Authors: Lawrence Schobs, lawrenceschobs@gmail.com

Functions for accessing tabular data.

kale.loaddata.tabular_access.load_csv_columns(datapath: str, split: str, fold: int | List[int], cols_to_return: str | List[str] = 'All') DataFrame

Reads a CSV file of data and returns samples where the value of the specified split column is contained in the fold variable. The columns specified in cols_to_return are returned.

Parameters:

  • datapath – The path to the CSV file of data.

  • split – The column name for the split (e.g. “Validation”, “Testing”).

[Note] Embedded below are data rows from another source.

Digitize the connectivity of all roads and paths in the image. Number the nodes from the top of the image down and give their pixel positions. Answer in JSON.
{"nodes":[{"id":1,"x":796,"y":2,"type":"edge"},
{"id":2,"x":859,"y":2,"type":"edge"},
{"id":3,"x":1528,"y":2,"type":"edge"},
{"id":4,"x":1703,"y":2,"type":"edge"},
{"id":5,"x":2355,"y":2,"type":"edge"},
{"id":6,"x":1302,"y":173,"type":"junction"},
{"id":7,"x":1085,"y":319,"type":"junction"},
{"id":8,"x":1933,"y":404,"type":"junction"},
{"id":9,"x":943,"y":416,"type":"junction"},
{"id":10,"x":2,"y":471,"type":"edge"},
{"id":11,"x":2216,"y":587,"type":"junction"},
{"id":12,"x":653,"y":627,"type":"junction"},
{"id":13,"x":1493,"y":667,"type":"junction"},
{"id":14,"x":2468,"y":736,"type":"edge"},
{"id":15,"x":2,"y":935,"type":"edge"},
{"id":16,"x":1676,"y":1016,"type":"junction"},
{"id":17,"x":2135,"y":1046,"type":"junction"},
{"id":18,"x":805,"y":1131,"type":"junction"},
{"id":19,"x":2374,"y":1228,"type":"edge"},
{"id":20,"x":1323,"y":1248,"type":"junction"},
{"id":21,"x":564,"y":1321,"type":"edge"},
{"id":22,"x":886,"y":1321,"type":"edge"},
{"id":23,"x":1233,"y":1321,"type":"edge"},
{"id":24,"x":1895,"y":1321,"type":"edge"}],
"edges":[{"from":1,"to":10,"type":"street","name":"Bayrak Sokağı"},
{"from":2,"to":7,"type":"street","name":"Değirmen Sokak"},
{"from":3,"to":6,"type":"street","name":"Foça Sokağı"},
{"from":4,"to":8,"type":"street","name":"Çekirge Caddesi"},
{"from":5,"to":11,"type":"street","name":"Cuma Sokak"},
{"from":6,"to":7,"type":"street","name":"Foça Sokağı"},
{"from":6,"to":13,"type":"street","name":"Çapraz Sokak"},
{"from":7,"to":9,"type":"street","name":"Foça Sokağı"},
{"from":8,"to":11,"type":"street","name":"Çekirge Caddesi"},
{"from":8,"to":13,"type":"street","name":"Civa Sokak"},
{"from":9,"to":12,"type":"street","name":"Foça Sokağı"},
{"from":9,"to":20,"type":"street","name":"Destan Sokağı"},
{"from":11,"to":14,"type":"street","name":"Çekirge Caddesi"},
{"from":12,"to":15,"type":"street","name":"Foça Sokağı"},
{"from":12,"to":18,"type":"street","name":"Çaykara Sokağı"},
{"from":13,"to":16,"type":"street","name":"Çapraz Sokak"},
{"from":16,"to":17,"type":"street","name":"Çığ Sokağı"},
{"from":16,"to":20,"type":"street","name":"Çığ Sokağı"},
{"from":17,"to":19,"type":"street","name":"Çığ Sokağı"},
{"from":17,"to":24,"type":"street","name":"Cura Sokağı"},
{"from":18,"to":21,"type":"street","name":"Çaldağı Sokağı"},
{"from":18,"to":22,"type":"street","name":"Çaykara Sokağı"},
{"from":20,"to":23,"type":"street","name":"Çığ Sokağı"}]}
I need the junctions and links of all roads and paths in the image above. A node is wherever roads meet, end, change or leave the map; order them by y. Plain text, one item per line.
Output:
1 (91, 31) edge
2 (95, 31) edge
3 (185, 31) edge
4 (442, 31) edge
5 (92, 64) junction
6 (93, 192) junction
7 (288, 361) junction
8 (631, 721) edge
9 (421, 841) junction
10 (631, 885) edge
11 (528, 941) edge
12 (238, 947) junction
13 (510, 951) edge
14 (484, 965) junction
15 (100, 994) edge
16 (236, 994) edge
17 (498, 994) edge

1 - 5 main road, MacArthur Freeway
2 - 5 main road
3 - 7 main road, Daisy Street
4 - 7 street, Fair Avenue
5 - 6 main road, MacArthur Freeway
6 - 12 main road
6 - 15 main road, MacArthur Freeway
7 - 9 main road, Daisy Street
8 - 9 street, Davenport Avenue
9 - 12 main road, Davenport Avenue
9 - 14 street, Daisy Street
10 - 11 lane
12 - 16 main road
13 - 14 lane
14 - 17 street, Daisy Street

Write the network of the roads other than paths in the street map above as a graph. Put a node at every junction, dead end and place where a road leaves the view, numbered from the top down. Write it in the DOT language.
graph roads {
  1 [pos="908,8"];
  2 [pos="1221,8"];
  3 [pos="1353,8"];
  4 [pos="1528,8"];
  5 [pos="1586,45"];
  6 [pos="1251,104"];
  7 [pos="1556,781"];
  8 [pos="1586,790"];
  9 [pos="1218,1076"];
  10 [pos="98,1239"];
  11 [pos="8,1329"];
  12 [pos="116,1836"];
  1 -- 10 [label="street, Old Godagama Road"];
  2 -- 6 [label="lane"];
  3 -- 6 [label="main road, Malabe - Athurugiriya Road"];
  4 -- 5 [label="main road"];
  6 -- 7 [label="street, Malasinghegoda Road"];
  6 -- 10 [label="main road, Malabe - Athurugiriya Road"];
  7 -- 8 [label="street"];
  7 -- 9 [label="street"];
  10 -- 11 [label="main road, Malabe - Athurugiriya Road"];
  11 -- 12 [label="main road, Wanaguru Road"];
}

  • fold – The fold/s contained in the split column to return. Can be a single integer or a list of integers.

  • cols_to_return – Which columns to return. If set to “All”, returns all columns.

Returns:

the first is the full DataFrame selected, and the second is the DataFrame with only the columns specified in cols_to_return.

Return type:

A tuple of two pandas DataFrames

kale.loaddata.signal_access module

kale.loaddata.signal_access.load_ecg_from_folder(base_path, csv_file)

Loads and preprocesses a batch of ECG signals from a CSV file listing file paths.

Parameters:

  • base_path (str) – Root directory containing ECG files.

  • csv_file (str) – CSV file listing files in column ‘path’.

Returns:

Batch of preprocessed ECG signals, shape (N, 1, total_samples).

Return type:

Tensor

Example

ecg_tensor = load_ecg_from_csv(“/data/ecg/”, “ecg_files.csv”)

kale.loaddata.signal_image_access module

class kale.loaddata.signal_image_access.SignalImageDataset(signal_features, image_features)

Bases: Dataset

SignalImageDataset prepares paired signal (e.g., ECG) and image (e.g., CXR) features for multimodal deep learning tasks.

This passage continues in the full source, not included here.